*** Opening of THE DATA ***

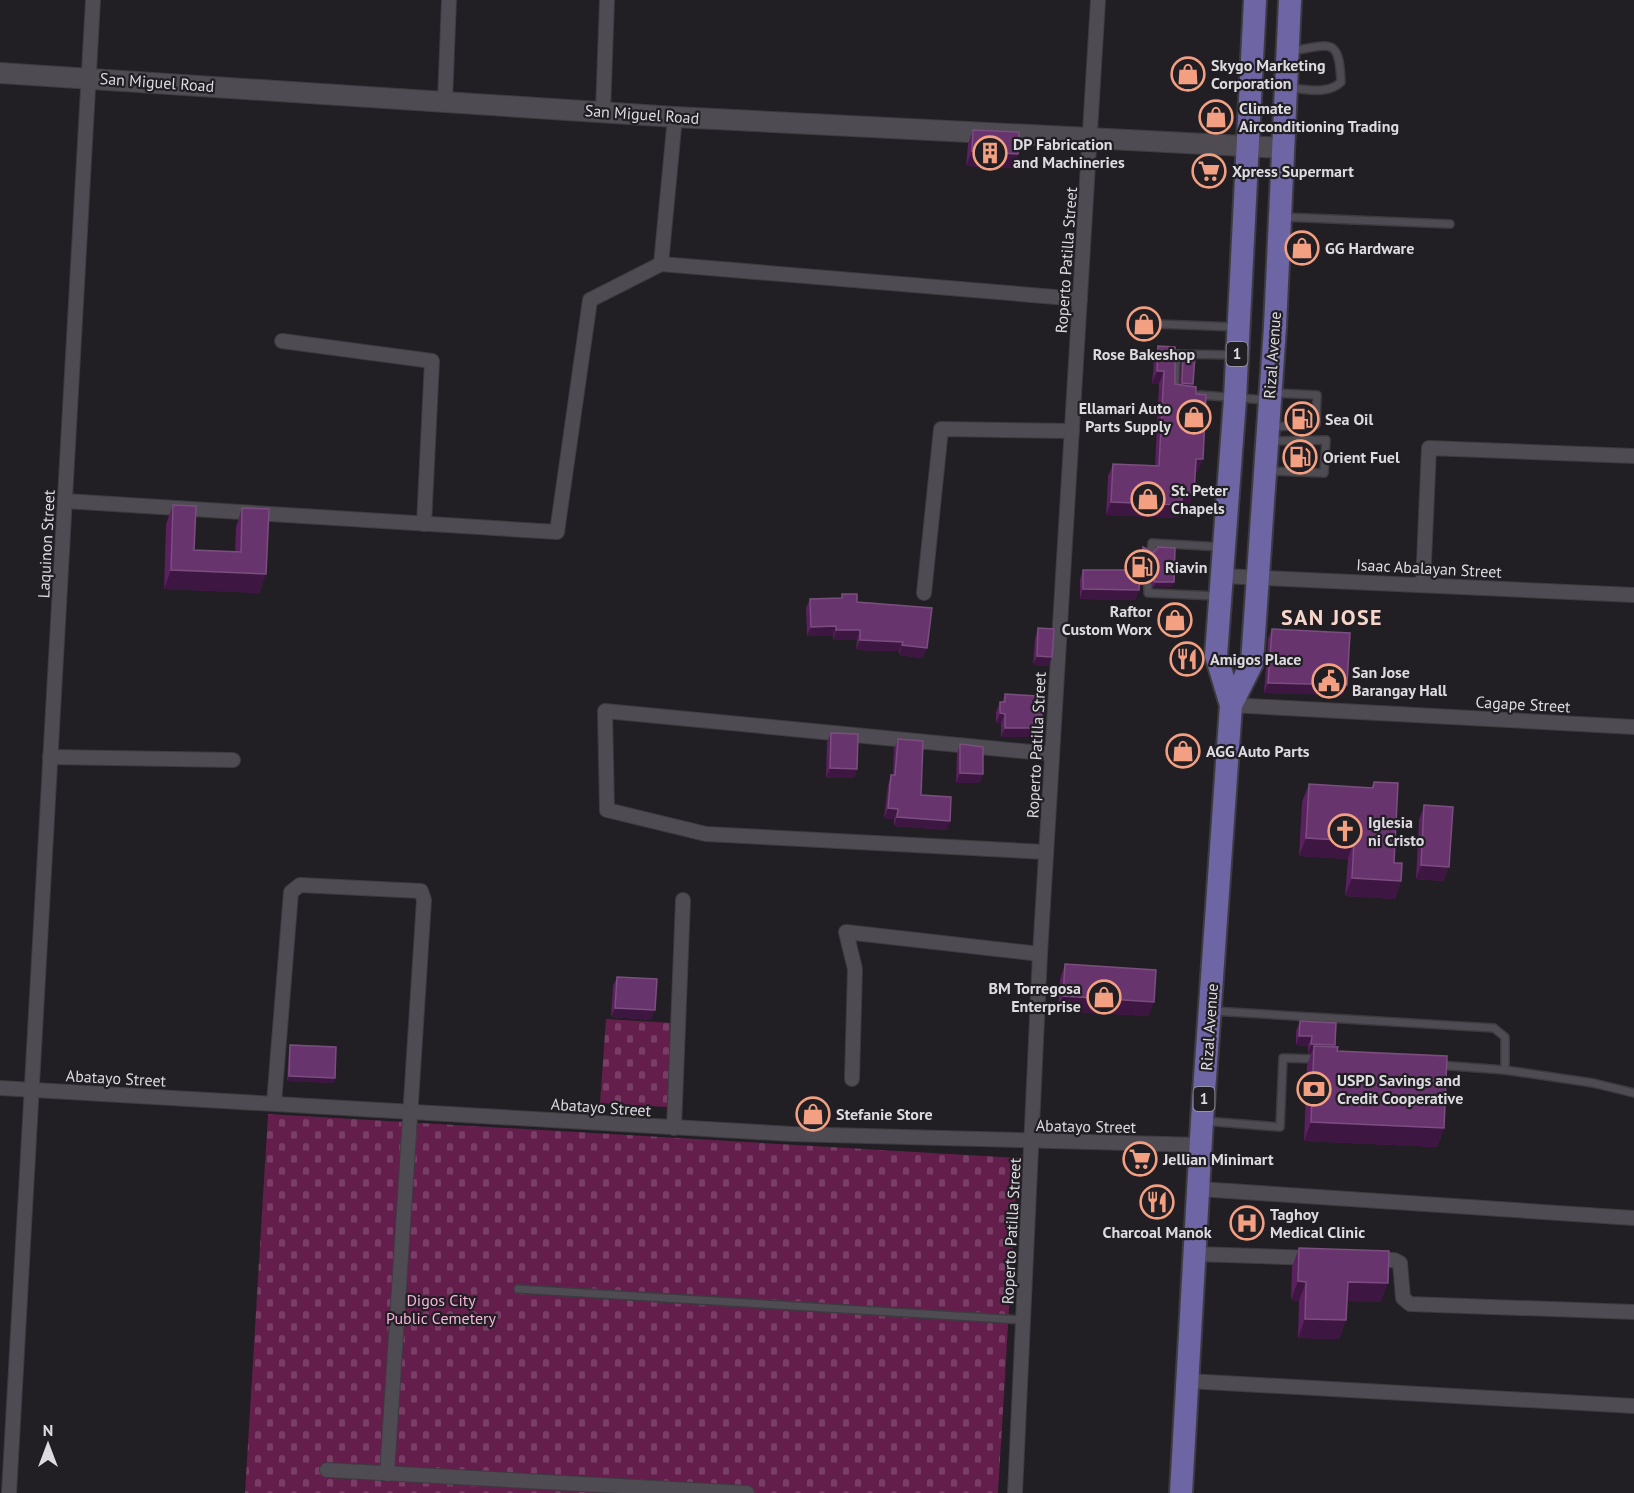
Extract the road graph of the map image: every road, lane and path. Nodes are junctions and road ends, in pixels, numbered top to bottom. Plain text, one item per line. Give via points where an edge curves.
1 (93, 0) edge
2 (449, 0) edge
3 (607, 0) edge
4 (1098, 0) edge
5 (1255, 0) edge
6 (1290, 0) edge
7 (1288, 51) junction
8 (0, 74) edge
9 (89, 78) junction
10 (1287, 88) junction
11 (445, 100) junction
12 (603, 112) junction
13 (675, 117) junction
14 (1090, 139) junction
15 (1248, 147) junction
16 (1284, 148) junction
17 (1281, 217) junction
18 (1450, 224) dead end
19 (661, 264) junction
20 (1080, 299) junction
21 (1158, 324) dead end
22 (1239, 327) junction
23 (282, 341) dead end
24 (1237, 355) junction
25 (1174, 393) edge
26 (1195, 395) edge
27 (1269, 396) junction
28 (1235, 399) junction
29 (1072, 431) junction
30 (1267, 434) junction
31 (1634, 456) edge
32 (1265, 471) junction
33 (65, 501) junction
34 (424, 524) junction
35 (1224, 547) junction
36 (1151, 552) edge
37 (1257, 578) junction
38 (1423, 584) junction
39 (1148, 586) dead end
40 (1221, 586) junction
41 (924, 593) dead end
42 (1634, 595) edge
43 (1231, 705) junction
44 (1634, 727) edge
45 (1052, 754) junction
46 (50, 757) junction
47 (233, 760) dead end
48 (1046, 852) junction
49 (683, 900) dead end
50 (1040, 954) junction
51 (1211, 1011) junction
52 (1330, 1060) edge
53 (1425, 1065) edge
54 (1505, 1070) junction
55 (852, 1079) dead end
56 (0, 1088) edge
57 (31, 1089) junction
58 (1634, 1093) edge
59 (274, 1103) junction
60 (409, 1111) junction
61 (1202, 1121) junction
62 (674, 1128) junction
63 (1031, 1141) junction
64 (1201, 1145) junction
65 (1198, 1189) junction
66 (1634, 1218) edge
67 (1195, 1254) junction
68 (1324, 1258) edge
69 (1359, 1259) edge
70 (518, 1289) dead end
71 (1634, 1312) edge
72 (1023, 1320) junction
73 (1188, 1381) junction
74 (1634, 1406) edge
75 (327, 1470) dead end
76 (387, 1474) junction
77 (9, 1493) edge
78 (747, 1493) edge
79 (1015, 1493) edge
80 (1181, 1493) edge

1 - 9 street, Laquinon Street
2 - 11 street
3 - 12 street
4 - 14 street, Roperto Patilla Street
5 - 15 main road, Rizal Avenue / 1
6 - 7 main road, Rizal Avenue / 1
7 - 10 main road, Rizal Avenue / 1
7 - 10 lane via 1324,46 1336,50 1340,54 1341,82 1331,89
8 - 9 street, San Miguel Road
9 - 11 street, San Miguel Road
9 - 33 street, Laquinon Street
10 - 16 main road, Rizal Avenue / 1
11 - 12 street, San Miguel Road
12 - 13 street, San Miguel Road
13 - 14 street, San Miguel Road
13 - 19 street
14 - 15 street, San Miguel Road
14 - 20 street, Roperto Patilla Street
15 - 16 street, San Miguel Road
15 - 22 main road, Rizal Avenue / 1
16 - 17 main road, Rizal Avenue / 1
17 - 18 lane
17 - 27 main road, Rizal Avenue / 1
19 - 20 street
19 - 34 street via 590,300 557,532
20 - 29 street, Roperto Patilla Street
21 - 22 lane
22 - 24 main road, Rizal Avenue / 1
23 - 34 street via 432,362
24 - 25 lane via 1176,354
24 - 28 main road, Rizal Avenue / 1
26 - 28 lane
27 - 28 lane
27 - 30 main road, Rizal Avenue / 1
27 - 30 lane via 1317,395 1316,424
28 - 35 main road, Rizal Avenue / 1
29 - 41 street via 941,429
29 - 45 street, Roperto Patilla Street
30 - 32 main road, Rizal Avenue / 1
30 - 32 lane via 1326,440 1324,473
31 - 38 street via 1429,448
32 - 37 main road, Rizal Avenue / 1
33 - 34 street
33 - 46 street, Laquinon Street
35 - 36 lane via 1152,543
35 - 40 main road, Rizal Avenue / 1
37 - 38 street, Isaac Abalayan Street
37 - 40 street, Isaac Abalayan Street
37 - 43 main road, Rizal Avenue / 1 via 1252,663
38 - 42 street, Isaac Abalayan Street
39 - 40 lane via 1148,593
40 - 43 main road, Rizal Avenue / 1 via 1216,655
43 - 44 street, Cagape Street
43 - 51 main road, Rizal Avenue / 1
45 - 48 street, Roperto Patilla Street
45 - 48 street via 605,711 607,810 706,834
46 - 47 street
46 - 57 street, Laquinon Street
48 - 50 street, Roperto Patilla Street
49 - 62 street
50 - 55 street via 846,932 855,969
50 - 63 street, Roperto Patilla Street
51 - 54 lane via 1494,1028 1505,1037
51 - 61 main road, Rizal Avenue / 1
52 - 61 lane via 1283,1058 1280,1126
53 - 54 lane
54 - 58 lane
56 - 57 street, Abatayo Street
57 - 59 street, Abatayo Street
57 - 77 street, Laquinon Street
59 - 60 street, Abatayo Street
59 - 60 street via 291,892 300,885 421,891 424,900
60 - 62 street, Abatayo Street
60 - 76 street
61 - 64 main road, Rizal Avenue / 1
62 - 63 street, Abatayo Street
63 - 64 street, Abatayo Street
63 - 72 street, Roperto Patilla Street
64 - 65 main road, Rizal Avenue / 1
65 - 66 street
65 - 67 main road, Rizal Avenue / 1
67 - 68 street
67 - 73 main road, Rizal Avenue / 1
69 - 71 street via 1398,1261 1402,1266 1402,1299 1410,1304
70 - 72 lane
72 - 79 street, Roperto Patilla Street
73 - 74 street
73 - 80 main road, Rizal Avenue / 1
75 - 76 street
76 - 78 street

*** Close of THE DATA ***

**YOUR INSTRUCTIONS**
Which lines of the listing above hold the word "Miguel"? Copy each of them.

**OUTPUT FOR THIS TASK**
8 - 9 street, San Miguel Road
9 - 11 street, San Miguel Road
11 - 12 street, San Miguel Road
12 - 13 street, San Miguel Road
13 - 14 street, San Miguel Road
14 - 15 street, San Miguel Road
15 - 16 street, San Miguel Road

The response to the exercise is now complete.